- What the exercise asks -
Where does the string "Include" occur in the records? Copy each line that holds it.

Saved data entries
* * * *

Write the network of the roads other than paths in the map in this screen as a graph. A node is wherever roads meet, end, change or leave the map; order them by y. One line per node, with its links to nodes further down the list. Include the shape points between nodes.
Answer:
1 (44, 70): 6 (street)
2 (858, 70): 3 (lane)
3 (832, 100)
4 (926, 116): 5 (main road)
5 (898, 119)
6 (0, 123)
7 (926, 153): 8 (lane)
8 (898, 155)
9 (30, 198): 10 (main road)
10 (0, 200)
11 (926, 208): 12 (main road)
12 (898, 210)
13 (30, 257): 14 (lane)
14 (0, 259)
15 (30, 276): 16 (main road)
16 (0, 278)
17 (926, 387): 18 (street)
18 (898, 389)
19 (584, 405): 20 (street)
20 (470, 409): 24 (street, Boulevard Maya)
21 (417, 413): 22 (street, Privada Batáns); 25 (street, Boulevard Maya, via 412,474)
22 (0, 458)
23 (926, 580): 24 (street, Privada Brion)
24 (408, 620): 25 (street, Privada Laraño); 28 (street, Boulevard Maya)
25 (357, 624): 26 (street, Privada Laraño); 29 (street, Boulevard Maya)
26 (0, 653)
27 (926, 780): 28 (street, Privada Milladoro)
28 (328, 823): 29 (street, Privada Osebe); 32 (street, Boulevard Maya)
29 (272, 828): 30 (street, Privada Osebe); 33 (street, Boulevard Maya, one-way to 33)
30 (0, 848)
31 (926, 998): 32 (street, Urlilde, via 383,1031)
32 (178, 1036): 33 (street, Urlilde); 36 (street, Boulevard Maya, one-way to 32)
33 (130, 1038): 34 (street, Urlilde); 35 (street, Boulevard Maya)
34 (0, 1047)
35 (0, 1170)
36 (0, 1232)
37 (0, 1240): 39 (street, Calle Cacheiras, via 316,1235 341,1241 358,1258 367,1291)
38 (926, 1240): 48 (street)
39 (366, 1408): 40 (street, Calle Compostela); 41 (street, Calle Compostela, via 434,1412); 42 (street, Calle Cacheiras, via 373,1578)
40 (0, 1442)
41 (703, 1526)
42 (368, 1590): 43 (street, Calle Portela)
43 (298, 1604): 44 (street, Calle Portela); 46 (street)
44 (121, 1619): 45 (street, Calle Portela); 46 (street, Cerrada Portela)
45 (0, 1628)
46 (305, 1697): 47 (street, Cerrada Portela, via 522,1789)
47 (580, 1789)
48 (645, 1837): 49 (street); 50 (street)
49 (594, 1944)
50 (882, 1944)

* * * *

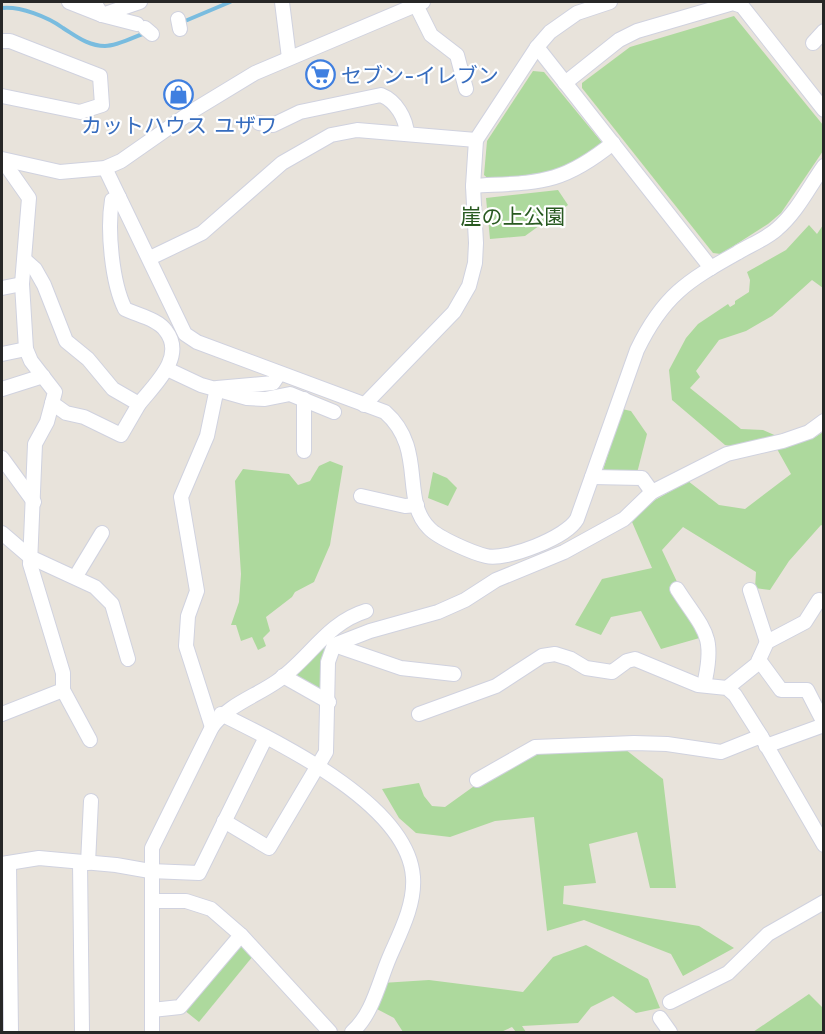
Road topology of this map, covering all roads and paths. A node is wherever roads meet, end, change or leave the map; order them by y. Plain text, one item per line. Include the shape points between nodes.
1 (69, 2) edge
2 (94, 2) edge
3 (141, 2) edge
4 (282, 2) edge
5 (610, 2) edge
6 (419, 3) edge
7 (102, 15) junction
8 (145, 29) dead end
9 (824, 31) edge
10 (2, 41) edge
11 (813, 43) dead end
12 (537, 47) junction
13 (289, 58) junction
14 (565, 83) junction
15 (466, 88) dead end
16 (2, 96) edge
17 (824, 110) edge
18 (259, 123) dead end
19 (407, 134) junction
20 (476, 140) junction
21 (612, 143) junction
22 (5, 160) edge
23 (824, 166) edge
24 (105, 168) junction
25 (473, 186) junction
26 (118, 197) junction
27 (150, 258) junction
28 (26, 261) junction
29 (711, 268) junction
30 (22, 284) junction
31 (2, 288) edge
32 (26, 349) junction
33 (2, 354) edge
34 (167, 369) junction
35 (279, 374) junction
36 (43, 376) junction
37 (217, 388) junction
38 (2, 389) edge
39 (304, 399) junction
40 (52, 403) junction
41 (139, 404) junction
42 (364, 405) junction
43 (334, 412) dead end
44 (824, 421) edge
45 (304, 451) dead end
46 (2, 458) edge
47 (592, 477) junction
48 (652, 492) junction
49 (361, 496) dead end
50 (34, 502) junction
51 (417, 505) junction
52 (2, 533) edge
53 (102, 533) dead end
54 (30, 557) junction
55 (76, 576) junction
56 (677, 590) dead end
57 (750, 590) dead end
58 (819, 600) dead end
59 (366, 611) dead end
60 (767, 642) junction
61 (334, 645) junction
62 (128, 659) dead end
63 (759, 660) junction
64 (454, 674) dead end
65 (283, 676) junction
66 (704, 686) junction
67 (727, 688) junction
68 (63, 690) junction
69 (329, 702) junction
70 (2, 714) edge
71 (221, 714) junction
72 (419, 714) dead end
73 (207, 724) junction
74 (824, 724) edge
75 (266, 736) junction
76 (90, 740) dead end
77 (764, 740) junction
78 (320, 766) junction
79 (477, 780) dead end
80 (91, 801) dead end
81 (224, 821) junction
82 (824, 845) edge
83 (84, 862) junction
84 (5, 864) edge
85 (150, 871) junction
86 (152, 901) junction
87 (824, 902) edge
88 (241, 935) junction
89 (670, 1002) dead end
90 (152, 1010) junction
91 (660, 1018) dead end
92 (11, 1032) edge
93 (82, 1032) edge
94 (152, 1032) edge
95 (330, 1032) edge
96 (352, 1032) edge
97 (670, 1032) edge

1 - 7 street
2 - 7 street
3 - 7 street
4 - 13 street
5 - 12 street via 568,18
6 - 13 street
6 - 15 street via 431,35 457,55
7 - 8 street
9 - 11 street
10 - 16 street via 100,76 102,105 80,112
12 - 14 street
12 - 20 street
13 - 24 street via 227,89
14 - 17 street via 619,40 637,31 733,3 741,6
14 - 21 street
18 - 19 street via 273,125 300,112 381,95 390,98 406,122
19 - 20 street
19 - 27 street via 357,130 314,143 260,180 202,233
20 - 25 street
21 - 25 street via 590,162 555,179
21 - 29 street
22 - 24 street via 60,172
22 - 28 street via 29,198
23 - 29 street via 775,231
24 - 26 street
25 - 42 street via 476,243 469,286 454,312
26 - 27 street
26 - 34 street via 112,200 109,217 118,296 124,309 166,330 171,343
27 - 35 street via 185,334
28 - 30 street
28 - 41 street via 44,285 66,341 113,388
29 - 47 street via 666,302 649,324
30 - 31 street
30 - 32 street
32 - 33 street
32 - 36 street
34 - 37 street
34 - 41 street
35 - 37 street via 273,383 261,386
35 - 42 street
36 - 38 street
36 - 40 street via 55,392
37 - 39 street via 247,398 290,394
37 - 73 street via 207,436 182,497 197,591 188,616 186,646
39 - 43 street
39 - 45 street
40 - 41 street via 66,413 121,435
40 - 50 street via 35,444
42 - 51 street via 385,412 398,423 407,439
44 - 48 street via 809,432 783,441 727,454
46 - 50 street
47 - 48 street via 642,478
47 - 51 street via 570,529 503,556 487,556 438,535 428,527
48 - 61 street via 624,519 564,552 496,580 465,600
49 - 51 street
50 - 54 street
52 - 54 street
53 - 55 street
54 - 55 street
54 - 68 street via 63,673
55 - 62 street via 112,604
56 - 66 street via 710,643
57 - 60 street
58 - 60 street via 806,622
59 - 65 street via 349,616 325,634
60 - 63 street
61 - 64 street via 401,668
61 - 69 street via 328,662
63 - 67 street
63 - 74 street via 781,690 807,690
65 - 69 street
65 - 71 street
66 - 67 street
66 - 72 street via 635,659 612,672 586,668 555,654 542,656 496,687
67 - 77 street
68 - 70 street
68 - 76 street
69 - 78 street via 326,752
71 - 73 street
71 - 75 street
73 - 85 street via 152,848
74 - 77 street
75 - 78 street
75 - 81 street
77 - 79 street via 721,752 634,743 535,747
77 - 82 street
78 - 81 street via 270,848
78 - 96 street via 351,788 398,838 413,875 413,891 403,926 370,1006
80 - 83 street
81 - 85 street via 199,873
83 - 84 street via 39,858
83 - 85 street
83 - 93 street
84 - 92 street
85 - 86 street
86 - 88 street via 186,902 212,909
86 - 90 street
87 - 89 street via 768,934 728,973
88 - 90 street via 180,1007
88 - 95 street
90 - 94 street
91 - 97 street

* * * *

- Task result -
Write the network of the roads other than paths in the map in this screen as a graph. A node is wherever roads meet, end, change or leave the map; order them by y. One line per node, with its links to nodes further down the list. Include the shape points between nodes.
Road topology of this map, covering all roads and paths. A node is wherever roads meet, end, change or leave the map; order them by y. Plain text, one item per line. Include the shape points between nodes.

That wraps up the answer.